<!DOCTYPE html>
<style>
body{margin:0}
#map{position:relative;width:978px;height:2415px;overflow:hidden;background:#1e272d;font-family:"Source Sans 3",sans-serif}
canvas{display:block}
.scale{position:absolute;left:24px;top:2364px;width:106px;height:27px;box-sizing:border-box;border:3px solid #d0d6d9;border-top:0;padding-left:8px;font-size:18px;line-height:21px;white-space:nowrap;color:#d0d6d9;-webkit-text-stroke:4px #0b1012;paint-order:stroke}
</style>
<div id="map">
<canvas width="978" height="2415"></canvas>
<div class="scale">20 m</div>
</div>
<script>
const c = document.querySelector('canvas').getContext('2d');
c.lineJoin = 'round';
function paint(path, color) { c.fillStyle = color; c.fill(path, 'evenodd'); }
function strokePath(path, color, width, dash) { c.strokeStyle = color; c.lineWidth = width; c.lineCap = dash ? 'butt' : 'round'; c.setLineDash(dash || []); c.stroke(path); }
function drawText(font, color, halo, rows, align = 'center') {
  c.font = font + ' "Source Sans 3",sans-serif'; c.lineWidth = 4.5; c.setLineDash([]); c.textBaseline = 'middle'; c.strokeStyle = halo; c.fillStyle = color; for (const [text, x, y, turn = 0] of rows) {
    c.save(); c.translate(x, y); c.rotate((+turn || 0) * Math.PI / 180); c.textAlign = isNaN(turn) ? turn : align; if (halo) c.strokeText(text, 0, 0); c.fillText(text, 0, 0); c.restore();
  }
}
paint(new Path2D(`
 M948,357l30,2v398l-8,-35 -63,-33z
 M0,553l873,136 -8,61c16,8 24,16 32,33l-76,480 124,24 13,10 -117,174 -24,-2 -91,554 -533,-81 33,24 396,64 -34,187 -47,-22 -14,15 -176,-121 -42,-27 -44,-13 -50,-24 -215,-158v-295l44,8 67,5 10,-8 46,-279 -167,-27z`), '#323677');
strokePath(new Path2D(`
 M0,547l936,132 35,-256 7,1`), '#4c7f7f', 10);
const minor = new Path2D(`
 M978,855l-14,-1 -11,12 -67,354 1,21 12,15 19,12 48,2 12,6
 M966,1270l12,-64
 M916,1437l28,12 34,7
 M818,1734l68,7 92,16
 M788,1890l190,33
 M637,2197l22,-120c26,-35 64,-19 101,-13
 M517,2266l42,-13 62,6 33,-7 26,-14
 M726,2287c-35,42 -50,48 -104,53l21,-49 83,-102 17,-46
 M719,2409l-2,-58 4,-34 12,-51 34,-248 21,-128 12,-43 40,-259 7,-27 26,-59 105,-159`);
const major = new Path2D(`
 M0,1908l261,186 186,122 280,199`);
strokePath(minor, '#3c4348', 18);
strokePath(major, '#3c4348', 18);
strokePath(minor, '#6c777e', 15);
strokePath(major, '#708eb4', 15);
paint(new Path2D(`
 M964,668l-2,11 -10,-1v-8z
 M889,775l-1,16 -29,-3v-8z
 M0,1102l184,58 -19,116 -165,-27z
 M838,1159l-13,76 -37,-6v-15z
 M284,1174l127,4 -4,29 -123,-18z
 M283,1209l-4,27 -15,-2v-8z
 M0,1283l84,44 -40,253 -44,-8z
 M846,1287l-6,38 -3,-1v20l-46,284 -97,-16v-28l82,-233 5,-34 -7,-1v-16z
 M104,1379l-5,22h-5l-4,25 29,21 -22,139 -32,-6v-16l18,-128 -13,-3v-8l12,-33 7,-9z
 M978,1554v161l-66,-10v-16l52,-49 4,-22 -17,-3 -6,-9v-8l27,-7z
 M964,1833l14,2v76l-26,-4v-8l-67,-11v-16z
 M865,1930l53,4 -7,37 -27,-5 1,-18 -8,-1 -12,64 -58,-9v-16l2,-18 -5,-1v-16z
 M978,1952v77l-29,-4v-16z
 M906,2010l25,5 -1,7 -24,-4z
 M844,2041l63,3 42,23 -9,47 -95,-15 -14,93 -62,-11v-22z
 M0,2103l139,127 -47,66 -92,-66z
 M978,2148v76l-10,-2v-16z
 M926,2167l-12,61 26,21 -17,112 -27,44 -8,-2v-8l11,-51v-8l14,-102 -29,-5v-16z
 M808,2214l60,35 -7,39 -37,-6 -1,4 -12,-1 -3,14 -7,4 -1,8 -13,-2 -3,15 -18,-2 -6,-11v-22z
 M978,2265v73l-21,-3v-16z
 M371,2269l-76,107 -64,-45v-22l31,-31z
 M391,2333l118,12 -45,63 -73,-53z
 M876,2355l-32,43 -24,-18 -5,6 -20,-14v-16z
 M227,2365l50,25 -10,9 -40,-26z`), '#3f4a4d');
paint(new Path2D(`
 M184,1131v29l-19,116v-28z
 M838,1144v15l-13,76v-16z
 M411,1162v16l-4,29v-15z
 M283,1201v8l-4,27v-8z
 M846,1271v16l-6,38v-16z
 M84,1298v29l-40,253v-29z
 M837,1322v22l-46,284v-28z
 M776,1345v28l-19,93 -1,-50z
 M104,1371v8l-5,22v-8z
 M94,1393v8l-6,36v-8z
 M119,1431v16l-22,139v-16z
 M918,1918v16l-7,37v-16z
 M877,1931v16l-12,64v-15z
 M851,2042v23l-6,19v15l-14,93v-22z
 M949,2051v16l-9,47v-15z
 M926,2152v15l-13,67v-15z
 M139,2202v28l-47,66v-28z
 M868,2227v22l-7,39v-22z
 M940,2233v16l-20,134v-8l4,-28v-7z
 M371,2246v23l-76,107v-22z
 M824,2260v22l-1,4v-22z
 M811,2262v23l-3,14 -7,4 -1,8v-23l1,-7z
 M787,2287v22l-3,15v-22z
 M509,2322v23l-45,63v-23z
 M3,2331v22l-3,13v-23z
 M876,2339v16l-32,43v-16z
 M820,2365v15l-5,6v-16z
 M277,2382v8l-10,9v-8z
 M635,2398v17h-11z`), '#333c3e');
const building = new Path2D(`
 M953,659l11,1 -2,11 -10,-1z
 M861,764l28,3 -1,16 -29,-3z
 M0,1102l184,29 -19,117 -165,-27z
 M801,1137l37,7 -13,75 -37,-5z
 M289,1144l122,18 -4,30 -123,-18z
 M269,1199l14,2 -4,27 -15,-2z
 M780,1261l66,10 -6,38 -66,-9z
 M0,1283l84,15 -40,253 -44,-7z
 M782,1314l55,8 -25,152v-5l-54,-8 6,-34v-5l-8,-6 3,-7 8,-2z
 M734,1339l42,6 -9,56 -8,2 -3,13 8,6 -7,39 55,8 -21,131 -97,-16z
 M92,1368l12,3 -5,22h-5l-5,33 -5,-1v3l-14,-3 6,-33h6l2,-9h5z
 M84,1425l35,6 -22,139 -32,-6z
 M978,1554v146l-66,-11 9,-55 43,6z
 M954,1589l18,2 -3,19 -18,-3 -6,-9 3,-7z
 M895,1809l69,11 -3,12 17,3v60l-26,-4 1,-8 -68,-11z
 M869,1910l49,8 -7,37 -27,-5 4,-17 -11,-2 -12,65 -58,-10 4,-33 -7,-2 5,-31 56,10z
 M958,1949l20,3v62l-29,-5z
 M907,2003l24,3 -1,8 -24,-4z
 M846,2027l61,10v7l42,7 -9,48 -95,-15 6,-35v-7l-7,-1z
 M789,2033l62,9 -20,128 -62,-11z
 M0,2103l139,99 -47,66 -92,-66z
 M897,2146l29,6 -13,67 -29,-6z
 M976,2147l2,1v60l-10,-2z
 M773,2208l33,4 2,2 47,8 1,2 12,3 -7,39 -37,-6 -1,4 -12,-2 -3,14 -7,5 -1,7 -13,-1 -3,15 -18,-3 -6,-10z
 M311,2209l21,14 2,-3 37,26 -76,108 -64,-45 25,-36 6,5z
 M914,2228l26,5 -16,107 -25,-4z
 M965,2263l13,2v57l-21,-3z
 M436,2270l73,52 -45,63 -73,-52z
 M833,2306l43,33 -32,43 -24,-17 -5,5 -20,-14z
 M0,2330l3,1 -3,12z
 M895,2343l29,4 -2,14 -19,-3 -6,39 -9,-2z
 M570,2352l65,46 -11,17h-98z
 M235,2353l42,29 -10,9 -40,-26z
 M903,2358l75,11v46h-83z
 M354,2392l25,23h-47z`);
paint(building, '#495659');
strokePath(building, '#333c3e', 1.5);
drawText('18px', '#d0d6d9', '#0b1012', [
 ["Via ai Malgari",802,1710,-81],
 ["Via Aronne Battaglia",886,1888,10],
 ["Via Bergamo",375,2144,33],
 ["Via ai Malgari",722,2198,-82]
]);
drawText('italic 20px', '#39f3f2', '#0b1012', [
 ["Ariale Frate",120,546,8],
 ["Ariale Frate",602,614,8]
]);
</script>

--*--

- _Work instruction_: The reply should hold only the lines from the first line of the listing above through the line with "function paint(path, color)", each copied exactly.

- _Solved exercise_:
<!DOCTYPE html>
<style>
body{margin:0}
#map{position:relative;width:978px;height:2415px;overflow:hidden;background:#1e272d;font-family:"Source Sans 3",sans-serif}
canvas{display:block}
.scale{position:absolute;left:24px;top:2364px;width:106px;height:27px;box-sizing:border-box;border:3px solid #d0d6d9;border-top:0;padding-left:8px;font-size:18px;line-height:21px;white-space:nowrap;color:#d0d6d9;-webkit-text-stroke:4px #0b1012;paint-order:stroke}
</style>
<div id="map">
<canvas width="978" height="2415"></canvas>
<div class="scale">20 m</div>
</div>
<script>
const c = document.querySelector('canvas').getContext('2d');
c.lineJoin = 'round';
function paint(path, color) { c.fillStyle = color; c.fill(path, 'evenodd'); }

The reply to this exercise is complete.